Train Generative Adversarial Network (GAN) for Sound Synthesis

This example uses:

This example shows how to train and use a generative adversarial network (GAN) to generate sounds.

Introduction

In generative adversarial networks, a generator and a discriminator compete against each other to improve the generation quality.

GANs have generated significant interest in the field of audio and speech processing. Applications include text-to-speech synthesis, voice conversion, and speech enhancement.

This example trains a GAN for unsupervised synthesis of audio waveforms. The GAN in this example generates percussive sounds. The same approach can be followed to generate other types of sound, including speech.

Synthesize Audio with Pretrained GAN

Before you train a GAN from scratch, use a pretrained GAN generator to synthesize percussive sounds.

Download the pretrained generator.

loc = matlab.internal.examples.downloadSupportFile("audio","examples/PercussiveSoundGenerator.zip");
unzip(loc,pwd)

The supporting function synthesizePercussiveSound calls a pretrained network to synthesize a percussive sound sampled at 16 kHz. The synthesizePercussiveSound function is included at the end of this example.

Synthesize a percussive sound and listen to it.

synthsound = synthesizePercussiveSound();

fs = 16e3;
sound(synthsound,fs)

Plot the synthesized percussive sound.

t = (0:length(synthsound)-1)/fs;
plot(t,synthsound)
grid on
xlabel("Time (s)")
title("Synthesized Percussive Sound")
axis tight

You can use the percussive sounds synthesizer with other audio effects to create more complex applications.

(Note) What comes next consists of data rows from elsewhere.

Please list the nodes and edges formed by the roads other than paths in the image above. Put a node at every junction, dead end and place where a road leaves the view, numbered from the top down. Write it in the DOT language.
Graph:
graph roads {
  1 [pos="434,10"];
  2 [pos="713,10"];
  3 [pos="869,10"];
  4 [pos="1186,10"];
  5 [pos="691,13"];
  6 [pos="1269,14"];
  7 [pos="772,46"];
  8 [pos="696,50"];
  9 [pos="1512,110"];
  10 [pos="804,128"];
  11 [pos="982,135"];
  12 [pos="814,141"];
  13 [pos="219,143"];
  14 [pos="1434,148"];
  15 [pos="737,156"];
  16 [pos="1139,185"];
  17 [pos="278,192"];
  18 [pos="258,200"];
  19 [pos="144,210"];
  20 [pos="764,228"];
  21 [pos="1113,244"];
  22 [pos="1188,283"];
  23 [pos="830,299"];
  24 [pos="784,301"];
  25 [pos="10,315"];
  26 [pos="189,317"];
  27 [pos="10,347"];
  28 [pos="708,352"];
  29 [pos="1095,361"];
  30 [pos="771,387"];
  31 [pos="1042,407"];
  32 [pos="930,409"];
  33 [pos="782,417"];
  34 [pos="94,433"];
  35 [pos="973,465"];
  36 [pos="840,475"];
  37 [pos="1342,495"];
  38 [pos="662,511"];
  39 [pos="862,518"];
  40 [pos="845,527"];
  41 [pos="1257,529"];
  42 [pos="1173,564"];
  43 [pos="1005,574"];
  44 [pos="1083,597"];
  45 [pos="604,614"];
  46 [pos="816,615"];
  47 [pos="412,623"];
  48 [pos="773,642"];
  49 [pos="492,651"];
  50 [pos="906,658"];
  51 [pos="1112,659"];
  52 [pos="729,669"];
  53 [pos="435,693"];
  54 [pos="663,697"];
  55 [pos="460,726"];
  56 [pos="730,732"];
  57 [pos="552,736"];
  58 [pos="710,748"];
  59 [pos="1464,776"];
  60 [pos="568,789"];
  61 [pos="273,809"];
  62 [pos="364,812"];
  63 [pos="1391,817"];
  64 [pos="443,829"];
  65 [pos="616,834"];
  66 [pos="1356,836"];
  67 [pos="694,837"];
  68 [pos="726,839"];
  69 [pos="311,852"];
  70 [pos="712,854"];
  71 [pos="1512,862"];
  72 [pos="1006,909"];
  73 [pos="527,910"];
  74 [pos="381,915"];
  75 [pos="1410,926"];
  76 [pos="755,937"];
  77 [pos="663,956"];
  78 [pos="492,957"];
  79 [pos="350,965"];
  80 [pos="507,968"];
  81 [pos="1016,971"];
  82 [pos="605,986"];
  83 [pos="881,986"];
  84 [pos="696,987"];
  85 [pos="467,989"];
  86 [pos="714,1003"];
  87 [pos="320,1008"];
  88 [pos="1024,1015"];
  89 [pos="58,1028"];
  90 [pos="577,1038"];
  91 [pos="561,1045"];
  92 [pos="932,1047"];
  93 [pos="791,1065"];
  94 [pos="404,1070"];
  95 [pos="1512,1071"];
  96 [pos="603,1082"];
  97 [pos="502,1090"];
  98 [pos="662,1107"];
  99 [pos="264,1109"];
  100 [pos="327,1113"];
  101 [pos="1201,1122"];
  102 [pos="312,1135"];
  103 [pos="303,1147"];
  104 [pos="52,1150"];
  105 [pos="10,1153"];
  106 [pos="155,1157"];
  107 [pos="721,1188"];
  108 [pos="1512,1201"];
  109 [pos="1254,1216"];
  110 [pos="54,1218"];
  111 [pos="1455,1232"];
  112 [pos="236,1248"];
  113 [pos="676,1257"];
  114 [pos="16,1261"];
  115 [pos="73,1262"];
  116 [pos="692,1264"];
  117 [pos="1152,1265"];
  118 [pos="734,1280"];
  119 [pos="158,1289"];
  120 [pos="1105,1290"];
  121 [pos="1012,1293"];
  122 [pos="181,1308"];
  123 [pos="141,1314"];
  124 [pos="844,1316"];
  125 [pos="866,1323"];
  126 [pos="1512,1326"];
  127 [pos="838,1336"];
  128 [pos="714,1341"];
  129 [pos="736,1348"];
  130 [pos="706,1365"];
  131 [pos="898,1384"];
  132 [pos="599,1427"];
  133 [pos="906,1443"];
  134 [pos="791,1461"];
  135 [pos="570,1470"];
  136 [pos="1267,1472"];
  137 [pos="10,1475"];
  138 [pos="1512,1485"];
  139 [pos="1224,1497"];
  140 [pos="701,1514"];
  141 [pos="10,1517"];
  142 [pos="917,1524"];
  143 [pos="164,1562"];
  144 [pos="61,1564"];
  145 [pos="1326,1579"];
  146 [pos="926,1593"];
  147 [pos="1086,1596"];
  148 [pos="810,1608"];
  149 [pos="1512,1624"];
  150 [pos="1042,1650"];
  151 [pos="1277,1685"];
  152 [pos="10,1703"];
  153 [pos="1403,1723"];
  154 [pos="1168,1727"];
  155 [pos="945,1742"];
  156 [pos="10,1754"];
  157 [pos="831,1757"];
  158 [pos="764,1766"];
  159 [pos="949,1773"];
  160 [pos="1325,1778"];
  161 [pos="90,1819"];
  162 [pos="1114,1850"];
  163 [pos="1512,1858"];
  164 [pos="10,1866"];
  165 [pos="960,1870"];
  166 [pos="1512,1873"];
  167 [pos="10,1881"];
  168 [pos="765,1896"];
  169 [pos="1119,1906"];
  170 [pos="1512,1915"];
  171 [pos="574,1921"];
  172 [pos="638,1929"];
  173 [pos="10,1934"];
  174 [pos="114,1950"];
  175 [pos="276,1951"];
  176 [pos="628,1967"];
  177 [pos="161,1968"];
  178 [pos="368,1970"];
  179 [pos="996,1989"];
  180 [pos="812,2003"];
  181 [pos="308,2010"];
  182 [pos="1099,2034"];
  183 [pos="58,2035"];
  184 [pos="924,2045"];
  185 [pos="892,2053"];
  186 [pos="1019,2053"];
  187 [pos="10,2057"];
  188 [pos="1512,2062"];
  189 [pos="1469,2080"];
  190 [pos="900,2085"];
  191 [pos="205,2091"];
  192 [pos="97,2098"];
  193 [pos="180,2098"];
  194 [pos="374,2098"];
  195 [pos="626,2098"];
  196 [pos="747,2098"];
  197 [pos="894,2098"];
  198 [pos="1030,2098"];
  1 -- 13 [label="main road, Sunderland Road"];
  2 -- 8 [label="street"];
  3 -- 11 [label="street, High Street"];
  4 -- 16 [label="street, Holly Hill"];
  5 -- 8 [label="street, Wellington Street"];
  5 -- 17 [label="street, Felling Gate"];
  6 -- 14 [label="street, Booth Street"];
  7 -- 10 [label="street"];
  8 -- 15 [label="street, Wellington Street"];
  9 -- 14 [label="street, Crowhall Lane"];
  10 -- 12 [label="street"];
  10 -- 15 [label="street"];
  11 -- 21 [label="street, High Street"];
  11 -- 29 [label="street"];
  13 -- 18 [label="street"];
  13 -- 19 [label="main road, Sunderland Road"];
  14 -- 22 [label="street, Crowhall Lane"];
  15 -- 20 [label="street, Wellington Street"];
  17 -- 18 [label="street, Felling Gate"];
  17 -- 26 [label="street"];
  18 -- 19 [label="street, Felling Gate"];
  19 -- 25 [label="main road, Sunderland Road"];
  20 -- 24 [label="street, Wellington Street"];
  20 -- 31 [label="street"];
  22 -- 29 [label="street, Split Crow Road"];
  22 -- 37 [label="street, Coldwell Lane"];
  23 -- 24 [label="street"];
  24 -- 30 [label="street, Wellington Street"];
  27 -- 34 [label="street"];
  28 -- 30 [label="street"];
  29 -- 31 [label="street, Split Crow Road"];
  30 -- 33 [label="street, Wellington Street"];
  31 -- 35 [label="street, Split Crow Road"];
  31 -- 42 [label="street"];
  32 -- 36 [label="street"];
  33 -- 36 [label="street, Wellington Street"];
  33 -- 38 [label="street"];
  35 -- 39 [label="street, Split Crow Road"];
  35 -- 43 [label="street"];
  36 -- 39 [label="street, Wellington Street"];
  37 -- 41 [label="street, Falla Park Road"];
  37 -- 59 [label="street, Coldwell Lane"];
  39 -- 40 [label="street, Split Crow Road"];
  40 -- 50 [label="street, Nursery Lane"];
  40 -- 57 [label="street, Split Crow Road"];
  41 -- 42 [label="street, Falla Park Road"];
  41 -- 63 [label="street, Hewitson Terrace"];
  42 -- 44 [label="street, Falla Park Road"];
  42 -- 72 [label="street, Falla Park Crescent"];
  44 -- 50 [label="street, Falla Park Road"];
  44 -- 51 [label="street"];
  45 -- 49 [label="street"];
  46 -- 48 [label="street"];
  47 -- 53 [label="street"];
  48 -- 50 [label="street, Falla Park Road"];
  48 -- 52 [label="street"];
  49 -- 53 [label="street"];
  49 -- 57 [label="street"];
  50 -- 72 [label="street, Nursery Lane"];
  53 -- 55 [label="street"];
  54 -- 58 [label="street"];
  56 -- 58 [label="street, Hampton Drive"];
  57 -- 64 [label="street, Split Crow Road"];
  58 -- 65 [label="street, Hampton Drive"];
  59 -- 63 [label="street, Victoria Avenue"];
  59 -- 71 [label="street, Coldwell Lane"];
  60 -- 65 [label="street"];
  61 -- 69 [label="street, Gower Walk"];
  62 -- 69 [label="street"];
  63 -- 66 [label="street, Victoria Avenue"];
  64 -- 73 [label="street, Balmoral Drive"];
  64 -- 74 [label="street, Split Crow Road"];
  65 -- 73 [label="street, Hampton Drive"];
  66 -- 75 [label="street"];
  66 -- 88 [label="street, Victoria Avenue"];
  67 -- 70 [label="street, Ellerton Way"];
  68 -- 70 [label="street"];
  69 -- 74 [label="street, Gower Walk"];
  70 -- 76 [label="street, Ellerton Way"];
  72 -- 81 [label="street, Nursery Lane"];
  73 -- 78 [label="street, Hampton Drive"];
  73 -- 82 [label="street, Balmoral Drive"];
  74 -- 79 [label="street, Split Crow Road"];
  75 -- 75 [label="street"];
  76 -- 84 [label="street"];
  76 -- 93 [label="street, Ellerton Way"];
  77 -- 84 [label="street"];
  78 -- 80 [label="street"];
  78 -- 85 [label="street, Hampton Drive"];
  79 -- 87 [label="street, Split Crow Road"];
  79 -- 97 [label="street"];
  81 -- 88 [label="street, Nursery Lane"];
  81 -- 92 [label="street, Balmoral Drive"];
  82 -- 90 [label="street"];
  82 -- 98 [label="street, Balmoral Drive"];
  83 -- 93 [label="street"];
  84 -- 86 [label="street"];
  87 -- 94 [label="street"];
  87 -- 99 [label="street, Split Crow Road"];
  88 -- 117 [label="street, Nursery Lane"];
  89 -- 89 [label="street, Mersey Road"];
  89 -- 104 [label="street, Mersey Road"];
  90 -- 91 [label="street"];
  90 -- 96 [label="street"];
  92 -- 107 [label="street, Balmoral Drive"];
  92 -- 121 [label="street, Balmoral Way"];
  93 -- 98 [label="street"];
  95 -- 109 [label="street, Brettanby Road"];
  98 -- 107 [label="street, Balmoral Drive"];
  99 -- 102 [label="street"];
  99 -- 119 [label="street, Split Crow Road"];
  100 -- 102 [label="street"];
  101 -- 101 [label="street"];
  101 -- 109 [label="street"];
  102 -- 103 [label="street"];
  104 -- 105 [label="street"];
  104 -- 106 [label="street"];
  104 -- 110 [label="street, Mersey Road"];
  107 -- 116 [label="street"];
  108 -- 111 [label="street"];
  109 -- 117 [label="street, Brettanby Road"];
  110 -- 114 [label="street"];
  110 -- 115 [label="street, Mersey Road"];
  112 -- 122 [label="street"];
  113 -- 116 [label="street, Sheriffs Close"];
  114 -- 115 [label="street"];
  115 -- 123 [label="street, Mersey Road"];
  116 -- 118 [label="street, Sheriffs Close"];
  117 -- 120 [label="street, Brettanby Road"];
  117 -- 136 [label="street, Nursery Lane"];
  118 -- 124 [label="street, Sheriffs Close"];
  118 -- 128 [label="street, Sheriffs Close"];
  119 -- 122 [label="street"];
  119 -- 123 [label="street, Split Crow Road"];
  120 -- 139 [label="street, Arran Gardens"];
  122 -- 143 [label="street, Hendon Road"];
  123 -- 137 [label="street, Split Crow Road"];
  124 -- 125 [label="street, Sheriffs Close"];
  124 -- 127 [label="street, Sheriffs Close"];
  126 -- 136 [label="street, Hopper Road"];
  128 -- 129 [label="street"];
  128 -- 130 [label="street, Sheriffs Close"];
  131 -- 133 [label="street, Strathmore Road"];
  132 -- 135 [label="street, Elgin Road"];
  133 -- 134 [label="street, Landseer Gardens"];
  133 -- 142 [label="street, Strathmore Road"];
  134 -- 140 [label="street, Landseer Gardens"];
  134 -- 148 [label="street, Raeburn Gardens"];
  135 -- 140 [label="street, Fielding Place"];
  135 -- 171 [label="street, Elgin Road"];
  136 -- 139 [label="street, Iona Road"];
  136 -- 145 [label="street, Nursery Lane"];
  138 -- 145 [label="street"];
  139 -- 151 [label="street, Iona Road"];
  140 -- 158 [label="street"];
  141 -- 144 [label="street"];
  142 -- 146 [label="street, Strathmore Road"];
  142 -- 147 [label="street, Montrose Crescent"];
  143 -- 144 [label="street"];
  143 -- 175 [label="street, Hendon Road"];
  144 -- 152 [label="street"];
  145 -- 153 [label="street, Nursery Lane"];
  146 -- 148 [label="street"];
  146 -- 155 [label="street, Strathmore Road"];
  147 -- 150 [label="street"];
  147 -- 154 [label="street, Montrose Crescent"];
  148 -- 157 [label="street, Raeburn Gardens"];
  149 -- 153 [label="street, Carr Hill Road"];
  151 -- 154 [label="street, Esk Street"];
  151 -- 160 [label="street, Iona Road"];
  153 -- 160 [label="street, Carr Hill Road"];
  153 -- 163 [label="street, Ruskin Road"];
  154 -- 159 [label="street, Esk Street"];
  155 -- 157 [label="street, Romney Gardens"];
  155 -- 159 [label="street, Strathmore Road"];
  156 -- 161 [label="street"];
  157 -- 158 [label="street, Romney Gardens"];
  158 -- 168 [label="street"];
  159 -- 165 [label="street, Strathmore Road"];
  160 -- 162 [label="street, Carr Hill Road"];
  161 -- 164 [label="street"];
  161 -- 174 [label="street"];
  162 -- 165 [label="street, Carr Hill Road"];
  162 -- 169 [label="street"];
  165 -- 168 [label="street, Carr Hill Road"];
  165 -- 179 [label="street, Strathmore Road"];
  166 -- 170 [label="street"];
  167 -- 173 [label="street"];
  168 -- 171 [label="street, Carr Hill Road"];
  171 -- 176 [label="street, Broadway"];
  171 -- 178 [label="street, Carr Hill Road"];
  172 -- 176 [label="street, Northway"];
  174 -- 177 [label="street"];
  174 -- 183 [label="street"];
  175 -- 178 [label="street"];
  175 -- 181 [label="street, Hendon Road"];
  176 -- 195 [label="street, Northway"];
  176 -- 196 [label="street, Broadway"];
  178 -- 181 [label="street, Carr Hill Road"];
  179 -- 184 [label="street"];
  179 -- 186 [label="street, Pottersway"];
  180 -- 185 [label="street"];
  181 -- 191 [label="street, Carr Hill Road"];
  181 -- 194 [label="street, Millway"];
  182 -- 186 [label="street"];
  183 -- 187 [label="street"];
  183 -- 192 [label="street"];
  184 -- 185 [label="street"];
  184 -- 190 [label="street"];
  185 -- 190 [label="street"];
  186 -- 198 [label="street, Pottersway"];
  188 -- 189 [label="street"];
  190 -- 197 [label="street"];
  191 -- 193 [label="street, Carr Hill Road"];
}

For example, you can apply reverberation to the synthesized percussive sounds.

Create a reverberator (Audio Toolbox) object and open its parameter tuner UI. This UI enables you to tune the reverberator parameters as the simulation runs.

reverb = reverberator(SampleRate=fs,HighCutFrequency=12e3);
parameterTuner(reverb);

Create a timescope (DSP System Toolbox) object to visualize the percussive sounds.

ts = timescope(SampleRate=fs, ...
    TimeSpanSource="Property", ...
    TimeSpanOverrunAction="Scroll", ...
    TimeSpan=10, ...
    BufferLength=10*256*64, ...
    ShowGrid=true, ...
    YLimits=[-1 1]);

In a loop, synthesize the percussive sounds and apply reverberation. Use the parameter tuner UI to tune reverberation. If you want to run the simulation for a longer time, increase the value of the loopCount parameter.

loopCount = 20;
for ii = 1:loopCount
    synthsound = synthesizePercussiveSound;
    synthsound = reverb(gather(synthsound));
    ts(synthsound(:,1));
    soundsc(synthsound,fs)
    pause(0.5)
end

Train

Now that you have seen the pretrained percussive sounds generator in action, you can investigate the training process in detail.

A GAN is a type of deep learning network that generates data with characteristics similar to the training data.

A GAN consists of two networks that train together, a generator and a discriminator:

Generator - Given a vector or random values as input, this network generates data with the same structure as the training data. It is the generator's job to fool the discriminator.
Discriminator - Given batches of data containing observations from both the training data and the generated data, this network attempts to classify the observations as real or generated.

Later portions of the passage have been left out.